= Task to carry out =
Extract, from the records beneath this instruction, each line that contains the word "school".

= Records for the task =

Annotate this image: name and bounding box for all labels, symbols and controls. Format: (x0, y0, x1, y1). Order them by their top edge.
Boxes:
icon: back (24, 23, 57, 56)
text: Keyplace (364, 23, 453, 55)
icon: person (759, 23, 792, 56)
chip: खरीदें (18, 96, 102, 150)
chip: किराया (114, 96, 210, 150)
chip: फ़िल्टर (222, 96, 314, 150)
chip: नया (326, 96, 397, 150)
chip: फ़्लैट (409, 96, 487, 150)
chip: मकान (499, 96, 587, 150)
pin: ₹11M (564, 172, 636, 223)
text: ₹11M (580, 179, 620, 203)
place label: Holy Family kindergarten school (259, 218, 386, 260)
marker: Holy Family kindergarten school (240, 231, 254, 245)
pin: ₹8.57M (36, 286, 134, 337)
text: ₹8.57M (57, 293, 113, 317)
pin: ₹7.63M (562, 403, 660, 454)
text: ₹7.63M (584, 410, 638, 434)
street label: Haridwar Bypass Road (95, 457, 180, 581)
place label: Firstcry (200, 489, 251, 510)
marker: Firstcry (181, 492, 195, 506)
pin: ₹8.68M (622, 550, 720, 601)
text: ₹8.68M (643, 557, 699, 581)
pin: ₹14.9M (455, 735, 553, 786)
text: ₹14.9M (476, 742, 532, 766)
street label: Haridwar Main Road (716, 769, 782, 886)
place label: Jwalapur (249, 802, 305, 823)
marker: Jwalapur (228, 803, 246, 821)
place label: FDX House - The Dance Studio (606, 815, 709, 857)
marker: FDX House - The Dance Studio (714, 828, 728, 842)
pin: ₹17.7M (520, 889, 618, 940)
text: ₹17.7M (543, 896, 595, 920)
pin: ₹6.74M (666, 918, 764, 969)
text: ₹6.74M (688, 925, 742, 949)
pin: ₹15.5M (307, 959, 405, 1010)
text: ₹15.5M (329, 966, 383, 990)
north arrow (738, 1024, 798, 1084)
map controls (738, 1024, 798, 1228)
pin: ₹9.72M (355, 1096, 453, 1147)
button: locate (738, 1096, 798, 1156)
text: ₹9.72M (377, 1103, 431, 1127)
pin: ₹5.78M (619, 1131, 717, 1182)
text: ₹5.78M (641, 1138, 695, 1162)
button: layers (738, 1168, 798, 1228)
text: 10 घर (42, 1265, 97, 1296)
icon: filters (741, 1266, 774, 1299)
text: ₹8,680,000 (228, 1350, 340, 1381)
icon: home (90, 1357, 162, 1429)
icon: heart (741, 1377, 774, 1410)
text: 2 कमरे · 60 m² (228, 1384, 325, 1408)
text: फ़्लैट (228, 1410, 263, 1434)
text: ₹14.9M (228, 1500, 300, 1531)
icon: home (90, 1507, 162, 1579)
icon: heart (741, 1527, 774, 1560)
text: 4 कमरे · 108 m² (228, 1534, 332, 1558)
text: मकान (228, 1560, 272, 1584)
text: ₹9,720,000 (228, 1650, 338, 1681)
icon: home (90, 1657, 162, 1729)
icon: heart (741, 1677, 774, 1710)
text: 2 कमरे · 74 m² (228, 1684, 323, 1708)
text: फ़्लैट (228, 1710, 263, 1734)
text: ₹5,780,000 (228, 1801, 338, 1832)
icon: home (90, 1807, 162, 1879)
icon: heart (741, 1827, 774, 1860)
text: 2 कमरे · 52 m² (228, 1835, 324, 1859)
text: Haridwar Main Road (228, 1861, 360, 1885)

= Result of this task =
place label: Holy Family kindergarten school (259, 218, 386, 260)
marker: Holy Family kindergarten school (240, 231, 254, 245)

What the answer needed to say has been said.